(Stored data)
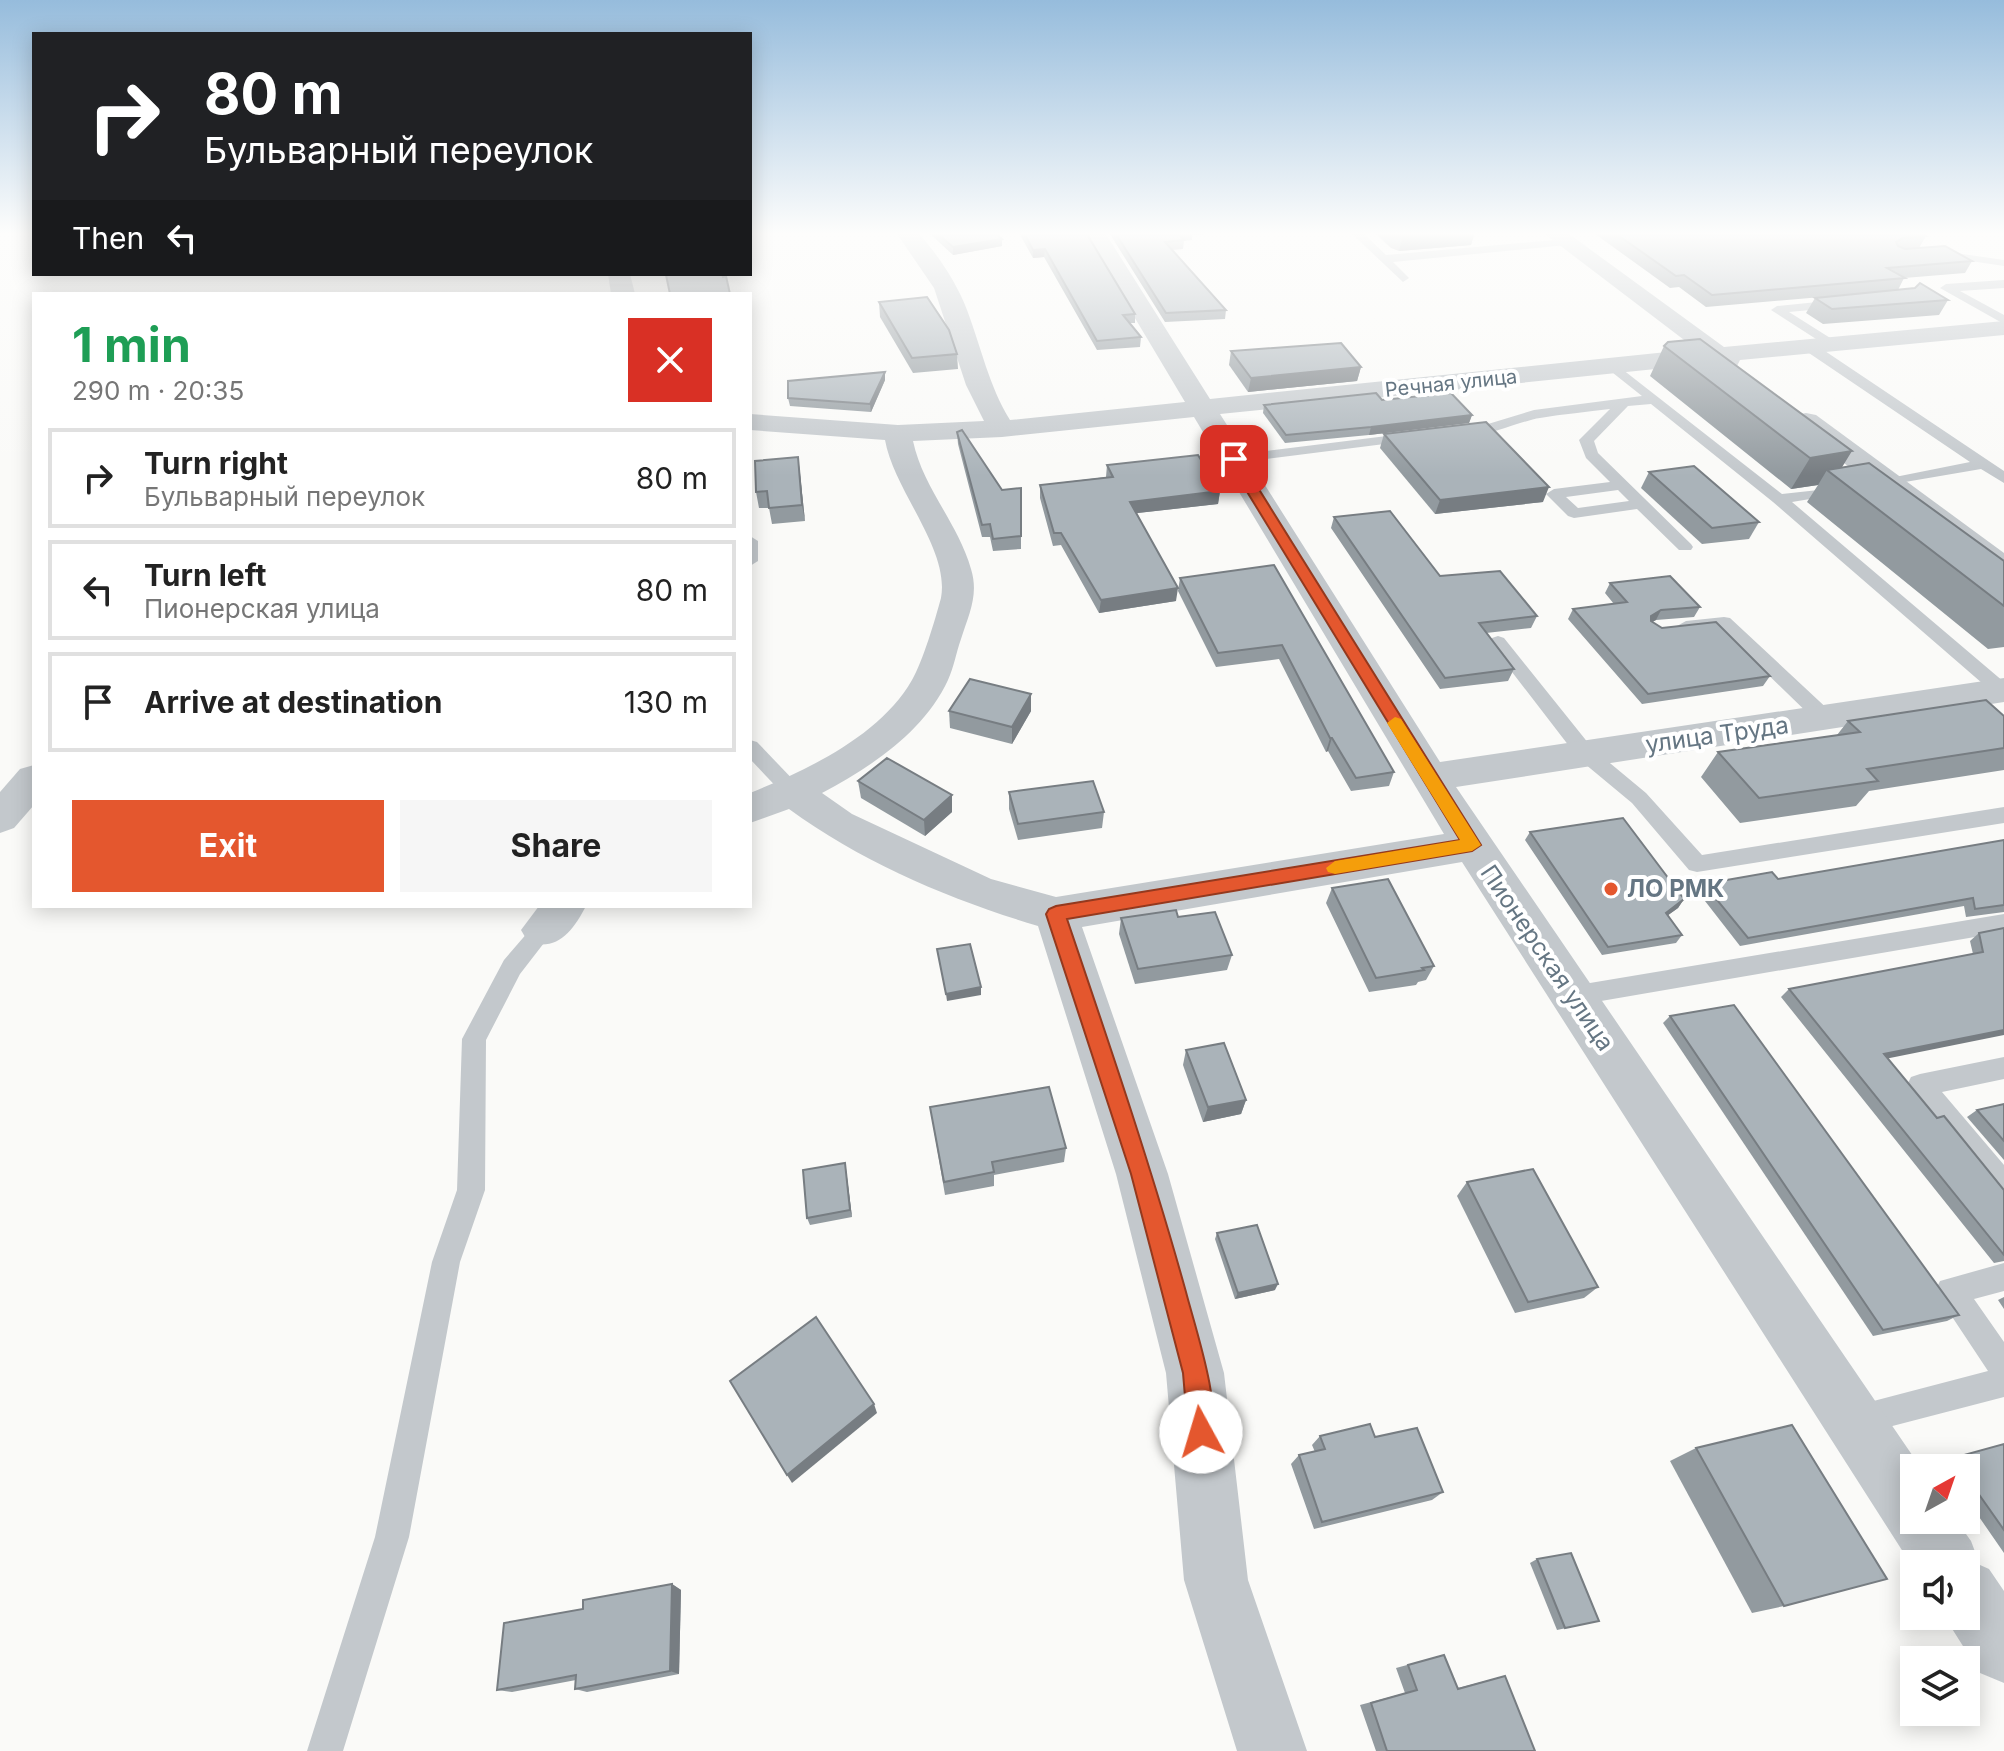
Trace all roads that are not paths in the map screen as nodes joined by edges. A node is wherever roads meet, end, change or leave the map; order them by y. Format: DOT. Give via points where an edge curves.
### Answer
graph roads {
  1 [pos="956,313"];
  2 [pos="1144,313"];
  3 [pos="1663,313"];
  4 [pos="1780,313"];
  5 [pos="2004,328"];
  6 [pos="1819,345"];
  7 [pos="1719,354"];
  8 [pos="1613,366"];
  9 [pos="1755,382"];
  10 [pos="1654,399"];
  11 [pos="1779,400"];
  12 [pos="1623,404"];
  13 [pos="1203,408"];
  14 [pos="752,422"];
  15 [pos="1002,429"];
  16 [pos="898,433"];
  17 [pos="1234,459"];
  18 [pos="1984,464"];
  19 [pos="2004,478"];
  20 [pos="1889,483"];
  21 [pos="1622,485"];
  22 [pos="1779,499"];
  23 [pos="1641,504"];
  24 [pos="1685,547"];
  25 [pos="2004,568"];
  26 [pos="1670,627"];
  27 [pos="1498,642"];
  28 [pos="2003,691"];
  29 [pos="1826,719"];
  30 [pos="752,749"];
  31 [pos="1586,754"];
  32 [pos="1429,777"];
  33 [pos="32,781"];
  34 [pos="793,792"];
  35 [pos="752,808"];
  36 [pos="2004,815"];
  37 [pos="0,818"];
  38 [pos="1472,845"];
  39 [pos="1056,914"];
  40 [pos="554,918"];
  41 [pos="2004,923"];
  42 [pos="1572,996"];
  43 [pos="2004,1068"];
  44 [pos="2004,1185"];
  45 [pos="2004,1277"];
  46 [pos="2004,1368"];
  47 [pos="2004,1382"];
  48 [pos="1852,1420"];
  49 [pos="1900,1492"];
  50 [pos="1980,1613"];
  51 [pos="2004,1649"];
  52 [pos="325,1751"];
  53 [pos="1272,1751"];
  1 -- 15 [label="street" via="984,402"];
  2 -- 13 [label="street, Пионерская улица"];
  3 -- 7 [label="street"];
  4 -- 6 [label="lane"];
  5 -- 6 [label="street, Речная улица"];
  6 -- 7 [label="street, Речная улица"];
  6 -- 18 [label="lane"];
  7 -- 8 [label="street, Речная улица"];
  7 -- 9 [label="street"];
  8 -- 10 [label="lane"];
  8 -- 13 [label="street, Речная улица"];
  10 -- 12 [label="lane"];
  10 -- 22 [label="lane"];
  11 -- 20 [label="street"];
  12 -- 17 [label="lane" via="1534,414 1490,428"];
  12 -- 21 [label="lane" via="1586,440 1591,455"];
  13 -- 15 [label="street, Речная улица"];
  13 -- 17 [label="street, Пионерская улица"];
  14 -- 16 [label="street, Речная улица"];
  15 -- 16 [label="street, Речная улица"];
  16 -- 34 [label="street" via="900,454 943,537 959,588 947,632 928,684 889,730"];
  17 -- 32 [label="street, Пионерская улица"];
  18 -- 19 [label="lane"];
  18 -- 20 [label="lane"];
  20 -- 22 [label="lane"];
  20 -- 25 [label="street"];
  21 -- 23 [label="lane"];
  21 -- 23 [label="lane" via="1554,494 1574,513"];
  22 -- 28 [label="lane"];
  23 -- 24 [label="lane"];
  26 -- 29 [label="lane" via="1724,622"];
  27 -- 31 [label="lane"];
  28 -- 29 [label="street, улица Труда"];
  29 -- 31 [label="street, улица Труда"];
  30 -- 34 [label="lane"];
  31 -- 32 [label="street, улица Труда"];
  31 -- 36 [label="lane" via="1639,798 1697,864"];
  32 -- 38 [label="street, Пионерская улица"];
  33 -- 37 [label="street"];
  34 -- 35 [label="street"];
  34 -- 39 [label="street" via="838,824 979,892"];
  38 -- 39 [label="street"];
  38 -- 42 [label="street, Пионерская улица"];
  39 -- 53 [label="street" via="1142,1174 1195,1373 1216,1580"];
  40 -- 52 [label="lane" via="512,967 474,1039 471,1190 446,1262 392,1537"];
  41 -- 42 [label="lane"];
  42 -- 48 [label="street, Пионерская улица"];
  43 -- 44 [label="lane" via="1920,1085"];
  45 -- 46 [label="lane" via="1950,1291"];
  47 -- 48 [label="lane"];
  48 -- 49 [label="street, Пионерская улица"];
  50 -- 51 [label="street"];
}
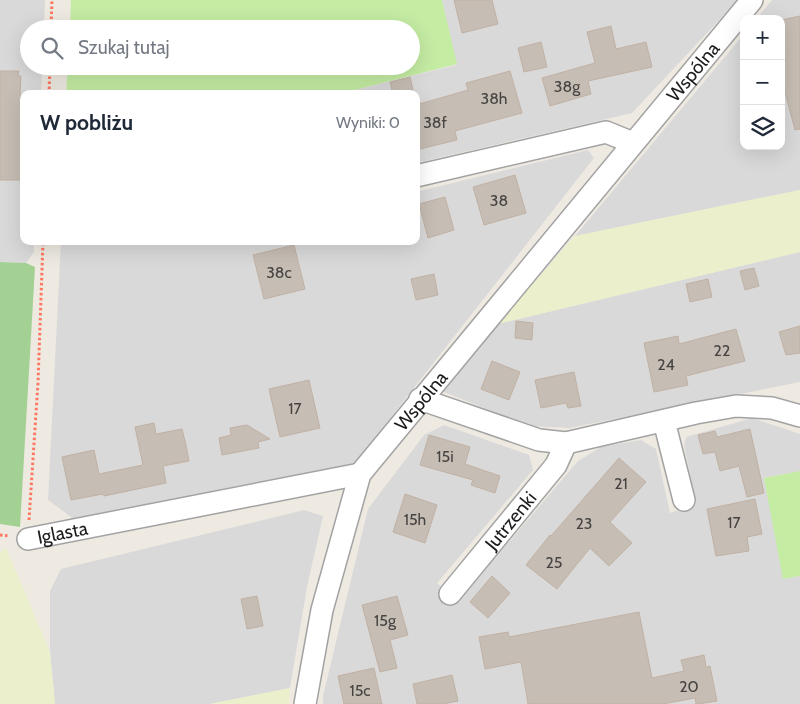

[WHAT NEEDS TO BE DONE] Transcribe the records above exactly, omitting every picture they contain.

[REPLY TO THE EXERCISE]
Trace all roads that are not paths in the map screen as nodes joined by edges. A node is wherever roads meet, end, change or leave the map; order them by y. Format: DOT. Give via points where an edge curves.
### Answer
graph roads {
  1 [pos="956,313"];
  2 [pos="1144,313"];
  3 [pos="1663,313"];
  4 [pos="1780,313"];
  5 [pos="2004,328"];
  6 [pos="1819,345"];
  7 [pos="1719,354"];
  8 [pos="1613,366"];
  9 [pos="1755,382"];
  10 [pos="1654,399"];
  11 [pos="1779,400"];
  12 [pos="1623,404"];
  13 [pos="1203,408"];
  14 [pos="752,422"];
  15 [pos="1002,429"];
  16 [pos="898,433"];
  17 [pos="1234,459"];
  18 [pos="1984,464"];
  19 [pos="2004,478"];
  20 [pos="1889,483"];
  21 [pos="1622,485"];
  22 [pos="1779,499"];
  23 [pos="1641,504"];
  24 [pos="1685,547"];
  25 [pos="2004,568"];
  26 [pos="1670,627"];
  27 [pos="1498,642"];
  28 [pos="2003,691"];
  29 [pos="1826,719"];
  30 [pos="752,749"];
  31 [pos="1586,754"];
  32 [pos="1429,777"];
  33 [pos="32,781"];
  34 [pos="793,792"];
  35 [pos="752,808"];
  36 [pos="2004,815"];
  37 [pos="0,818"];
  38 [pos="1472,845"];
  39 [pos="1056,914"];
  40 [pos="554,918"];
  41 [pos="2004,923"];
  42 [pos="1572,996"];
  43 [pos="2004,1068"];
  44 [pos="2004,1185"];
  45 [pos="2004,1277"];
  46 [pos="2004,1368"];
  47 [pos="2004,1382"];
  48 [pos="1852,1420"];
  49 [pos="1900,1492"];
  50 [pos="1980,1613"];
  51 [pos="2004,1649"];
  52 [pos="325,1751"];
  53 [pos="1272,1751"];
  1 -- 15 [label="street" via="984,402"];
  2 -- 13 [label="street, Пионерская улица"];
  3 -- 7 [label="street"];
  4 -- 6 [label="lane"];
  5 -- 6 [label="street, Речная улица"];
  6 -- 7 [label="street, Речная улица"];
  6 -- 18 [label="lane"];
  7 -- 8 [label="street, Речная улица"];
  7 -- 9 [label="street"];
  8 -- 10 [label="lane"];
  8 -- 13 [label="street, Речная улица"];
  10 -- 12 [label="lane"];
  10 -- 22 [label="lane"];
  11 -- 20 [label="street"];
  12 -- 17 [label="lane" via="1534,414 1490,428"];
  12 -- 21 [label="lane" via="1586,440 1591,455"];
  13 -- 15 [label="street, Речная улица"];
  13 -- 17 [label="street, Пионерская улица"];
  14 -- 16 [label="street, Речная улица"];
  15 -- 16 [label="street, Речная улица"];
  16 -- 34 [label="street" via="900,454 943,537 959,588 947,632 928,684 889,730"];
  17 -- 32 [label="street, Пионерская улица"];
  18 -- 19 [label="lane"];
  18 -- 20 [label="lane"];
  20 -- 22 [label="lane"];
  20 -- 25 [label="street"];
  21 -- 23 [label="lane"];
  21 -- 23 [label="lane" via="1554,494 1574,513"];
  22 -- 28 [label="lane"];
  23 -- 24 [label="lane"];
  26 -- 29 [label="lane" via="1724,622"];
  27 -- 31 [label="lane"];
  28 -- 29 [label="street, улица Труда"];
  29 -- 31 [label="street, улица Труда"];
  30 -- 34 [label="lane"];
  31 -- 32 [label="street, улица Труда"];
  31 -- 36 [label="lane" via="1639,798 1697,864"];
  32 -- 38 [label="street, Пионерская улица"];
  33 -- 37 [label="street"];
  34 -- 35 [label="street"];
  34 -- 39 [label="street" via="838,824 979,892"];
  38 -- 39 [label="street"];
  38 -- 42 [label="street, Пионерская улица"];
  39 -- 53 [label="street" via="1142,1174 1195,1373 1216,1580"];
  40 -- 52 [label="lane" via="512,967 474,1039 471,1190 446,1262 392,1537"];
  41 -- 42 [label="lane"];
  42 -- 48 [label="street, Пионерская улица"];
  43 -- 44 [label="lane" via="1920,1085"];
  45 -- 46 [label="lane" via="1950,1291"];
  47 -- 48 [label="lane"];
  48 -- 49 [label="street, Пионерская улица"];
  50 -- 51 [label="street"];
}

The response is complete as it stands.